Lily Clifford

Profile

The Linguist Who Rewired the Phone Call

When you dial Domino's to place an order and the voice on the other end sounds oddly... normal - not robotic, not aggressively cheerful, just present - there's a decent chance Lily Clifford built that voice. She is CEO and co-founder of Rime, a San Francisco company that has quietly become the invisible voice layer for some of the busiest phone lines in America. Over 100 million conversations a month. Restaurant ordering, healthcare triage, telecom support, enterprise IVR. All of it running on models trained in a recording studio Lily's team built from scratch, filled with people talking over each other the way people actually do.

Lily came to this with a background most tech founders don't have: a deep, genuine obsession with how humans speak differently depending on where they're from, who they're talking to, and what they're trying to get away with socially. That's sociophonetics - the study of speech as a social act. It was her PhD research at Stanford. She left before finishing. Not because she failed at academia, but because she found something more urgent to build.

I ended up dropping out because I wanted to hack on speech synthesis models - specifically for customer support.

- Lily Clifford, CEO, Rime

The thesis that launched Rime is counterintuitive enough that most product teams would have killed it in a committee: a slightly bored AI voice outperforms a peppy, polished one. In real enterprise deployments, voices that sounded genuinely human - with the occasional flat affect, the slight hesitation before a proper noun, the breath before a long sentence - converted better, contained more calls, and got fewer hang-ups than the over-articulated, studio-perfect alternatives everyone else was shipping.

Origin

Three Co-Founders, One Recording Studio, and a Bet on Messy Speech

Lily graduated from Pitzer College in 2014 with a linguistics degree. She spent the next several years moving deeper into the academic study of speech - eventually landing at Stanford's linguistics PhD program, where she was researching how social and demographic factors shape the way people speak. People in Texas and California don't just have different accents; they have different speech rhythms, intonation patterns, and expectations about what an authoritative voice sounds like. She was studying all of that when it clicked: AI voices were failing not because the models were bad, but because the data was wrong.

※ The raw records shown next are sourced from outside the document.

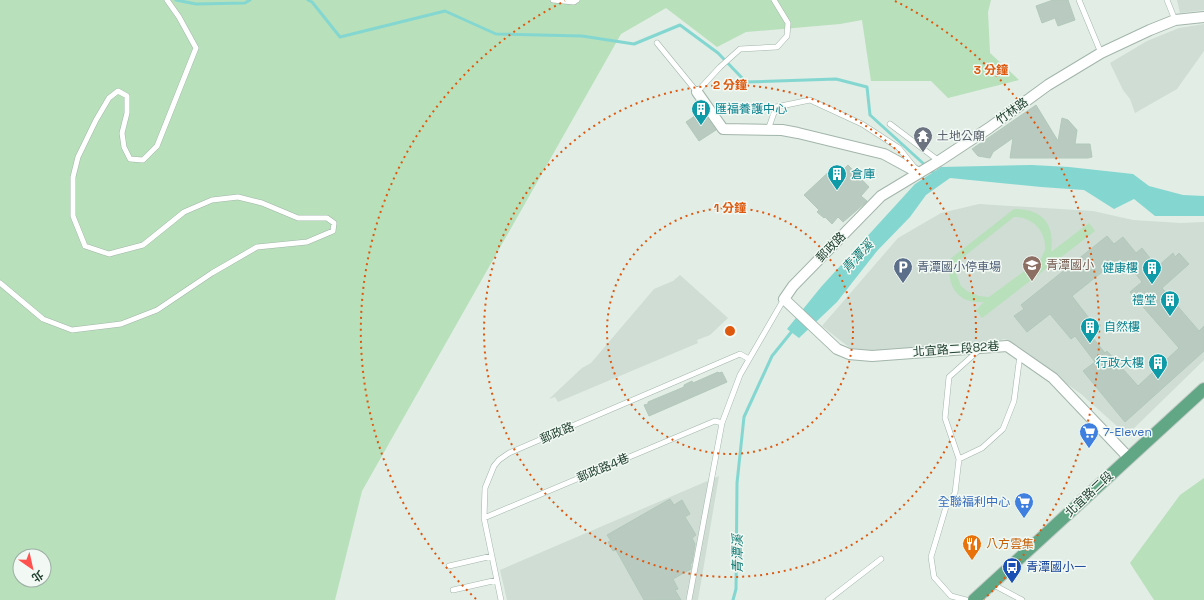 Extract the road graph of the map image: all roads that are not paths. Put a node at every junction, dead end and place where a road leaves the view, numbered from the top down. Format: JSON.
{"nodes":[{"id":1,"x":167,"y":0,"type":"edge"},
{"id":2,"x":553,"y":0,"type":"edge"},
{"id":3,"x":577,"y":0,"type":"edge"},
{"id":4,"x":774,"y":0,"type":"edge"},
{"id":5,"x":1079,"y":0,"type":"edge"},
{"id":6,"x":1166,"y":0,"type":"edge"},
{"id":7,"x":1204,"y":17,"type":"edge"},
{"id":8,"x":1175,"y":20,"type":"junction"},
{"id":9,"x":657,"y":43,"type":"dead end"},
{"id":10,"x":1101,"y":53,"type":"junction"},
{"id":11,"x":697,"y":92,"type":"junction"},
{"id":12,"x":890,"y":124,"type":"dead end"},
{"id":13,"x":768,"y":130,"type":"junction"},
{"id":14,"x":939,"y":161,"type":"junction"},
{"id":15,"x":919,"y":173,"type":"junction"},
{"id":16,"x":0,"y":283,"type":"edge"},
{"id":17,"x":784,"y":299,"type":"junction"},
{"id":18,"x":981,"y":348,"type":"junction"},
{"id":19,"x":1020,"y":355,"type":"junction"},
{"id":20,"x":749,"y":359,"type":"junction"},
{"id":21,"x":1204,"y":389,"type":"edge"},
{"id":22,"x":722,"y":423,"type":"junction"},
{"id":23,"x":1129,"y":458,"type":"junction"},
{"id":24,"x":960,"y":459,"type":"junction"},
{"id":25,"x":484,"y":518,"type":"junction"},
{"id":26,"x":492,"y":556,"type":"junction"},
{"id":27,"x":881,"y":559,"type":"dead end"},
{"id":28,"x":449,"y":566,"type":"dead end"},
{"id":29,"x":497,"y":580,"type":"junction"},
{"id":30,"x":992,"y":584,"type":"junction"},
{"id":31,"x":453,"y":590,"type":"dead end"},
{"id":32,"x":501,"y":600,"type":"edge"},
{"id":33,"x":689,"y":600,"type":"edge"},
{"id":34,"x":828,"y":600,"type":"edge"},
{"id":35,"x":966,"y":600,"type":"edge"},
{"id":36,"x":974,"y":600,"type":"edge"},
{"id":37,"x":1022,"y":600,"type":"edge"}],
"edges":[{"from":1,"to":16,"type":"lane"},
{"from":2,"to":3,"type":"lane"},
{"from":4,"to":11,"type":"lane"},
{"from":5,"to":10,"type":"lane"},
{"from":6,"to":8,"type":"lane"},
{"from":7,"to":8,"type":"street","name":"竹林路"},
{"from":8,"to":10,"type":"street","name":"竹林路"},
{"from":9,"to":11,"type":"lane"},
{"from":10,"to":14,"type":"street","name":"竹林路"},
{"from":11,"to":13,"type":"street"},
{"from":12,"to":14,"type":"lane"},
{"from":13,"to":15,"type":"street"},
{"from":13,"to":15,"type":"lane"},
{"from":14,"to":15,"type":"street","name":"竹林路"},
{"from":15,"to":17,"type":"street","name":"郵政路"},
{"from":17,"to":18,"type":"street","name":"北宜路二段82巷"},
{"from":17,"to":20,"type":"lane","name":"郵政路"},
{"from":18,"to":19,"type":"street","name":"北宜路二段82巷"},
{"from":18,"to":24,"type":"lane"},
{"from":19,"to":23,"type":"street","name":"北宜路二段82巷"},
{"from":19,"to":24,"type":"lane"},
{"from":20,"to":22,"type":"lane","name":"郵政路"},
{"from":20,"to":25,"type":"lane","name":"郵政路"},
{"from":21,"to":23,"type":"main road","name":"北宜路二段"},
{"from":22,"to":25,"type":"lane","name":"郵政路4巷"},
{"from":22,"to":33,"type":"lane","name":"郵政路"},
{"from":23,"to":30,"type":"main road","name":"北宜路二段"},
{"from":24,"to":35,"type":"lane"},
{"from":25,"to":26,"type":"lane","name":"郵政路"},
{"from":26,"to":28,"type":"lane"},
{"from":26,"to":29,"type":"lane","name":"郵政路"},
{"from":27,"to":34,"type":"lane"},
{"from":29,"to":31,"type":"lane"},
{"from":29,"to":32,"type":"lane","name":"郵政路"},
{"from":30,"to":36,"type":"main road","name":"北宜路二段"},
{"from":30,"to":37,"type":"lane"}]} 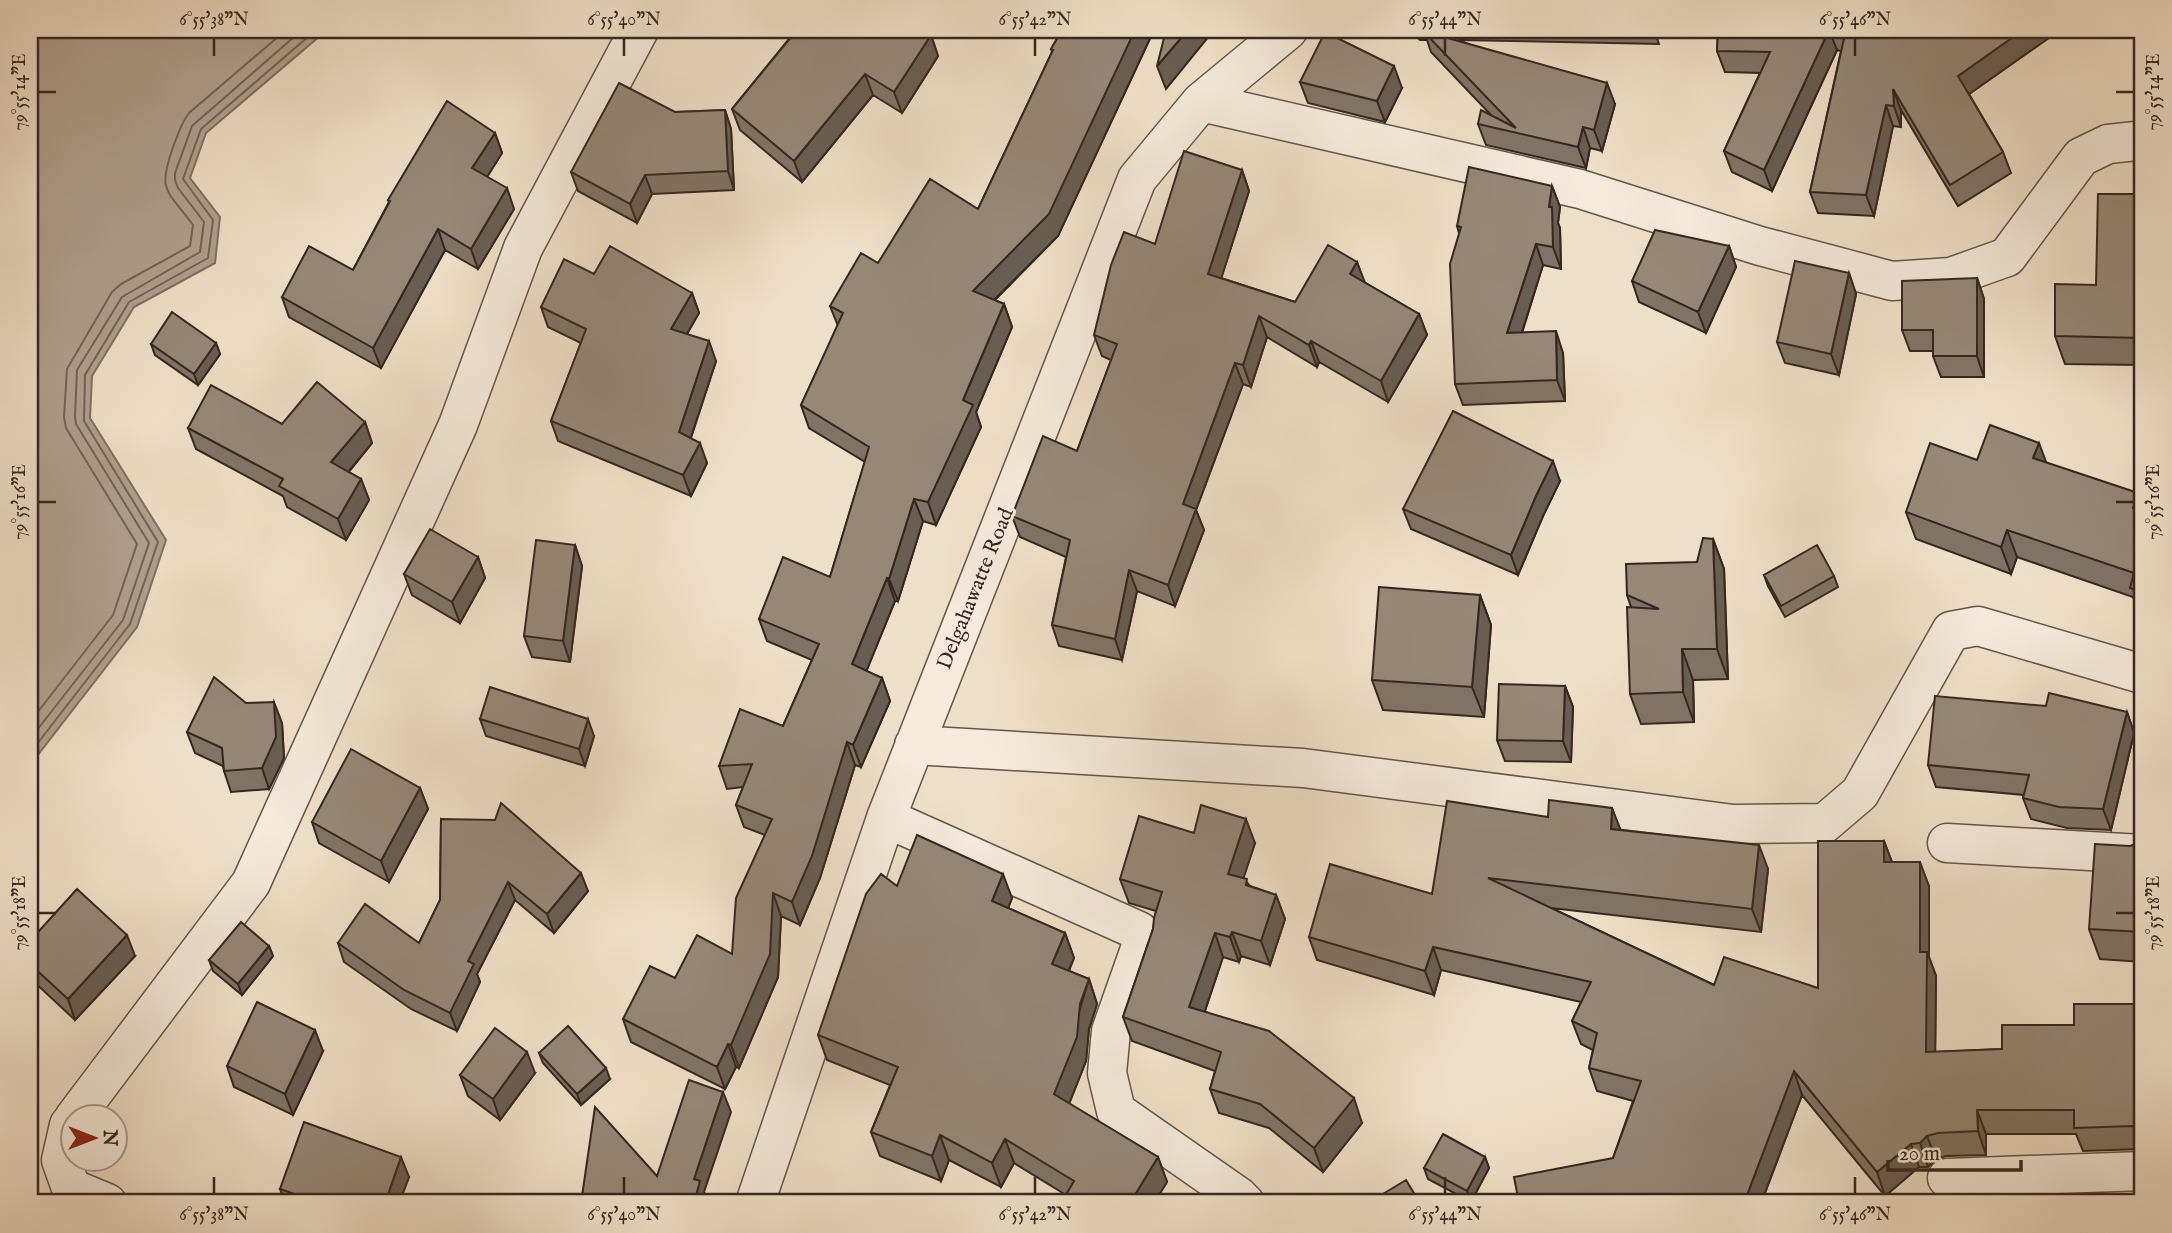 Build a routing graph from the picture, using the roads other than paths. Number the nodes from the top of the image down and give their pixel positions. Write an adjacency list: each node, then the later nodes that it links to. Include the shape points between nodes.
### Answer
1 (639, 30): 10 (street, via 523,248 458,425 251,883)
2 (1287, 30): 3 (street, Delgahawatte Road)
3 (1200, 102): 4 (street, via 1580,189 1760,246 1892,281 1951,277 2007,257 2081,157 2108,144); 6 (street, Delgahawatte Road, via 1137,179)
4 (2142, 143)
5 (2142, 674): 6 (street, via 1978,626 1951,631 1860,793 1825,823 1733,824 1303,768)
6 (914, 744): 7 (street, Delgahawatte Road)
7 (886, 818): 15 (street, Delgahawatte Road); 16 (street, via 1139,931 1141,946 1111,1031 1108,1073 1116,1111)
8 (1947, 843): 9 (street)
9 (2142, 854)
10 (85, 1104)
11 (2142, 1171): 13 (street)
12 (66, 1174): 14 (street, via 71,1188)
13 (1947, 1178)
14 (107, 1203)
15 (755, 1203)
16 (1245, 1203)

Training on audiobook recordings - the industry standard - produced voices that sounded like someone reading aloud. Deliberate. Articulate. Fundamentally unlike a conversation. Lily's research instinct said the fix was obvious: get real conversational data. Full-duplex speech. People interrupting each other. Laughing mid-sentence. Trailing off. Nobody in the market was building that dataset because it was hard and expensive and the industry had convinced itself audiobooks were good enough.

Co-Founder #2

Brooke Larson - PhD Linguist, ex-Amazon Alexa

Co-Founder #3

Ares Geovanos - Stanford Engineer, ex-UCSF Brain-Computer Interfaces

In 2022, Lily cold-recruited two people with credentials that made no obvious sense together: Brooke Larson, a PhD linguist who had been building voice for Amazon's Alexa, and Ares Geovanos, a Stanford-trained engineer who had been working on brain-computer interfaces at UCSF - technology to help people who had lost the ability to speak. She pitched them on a company built not on the premise that AI voices should be perfect, but that they should be real.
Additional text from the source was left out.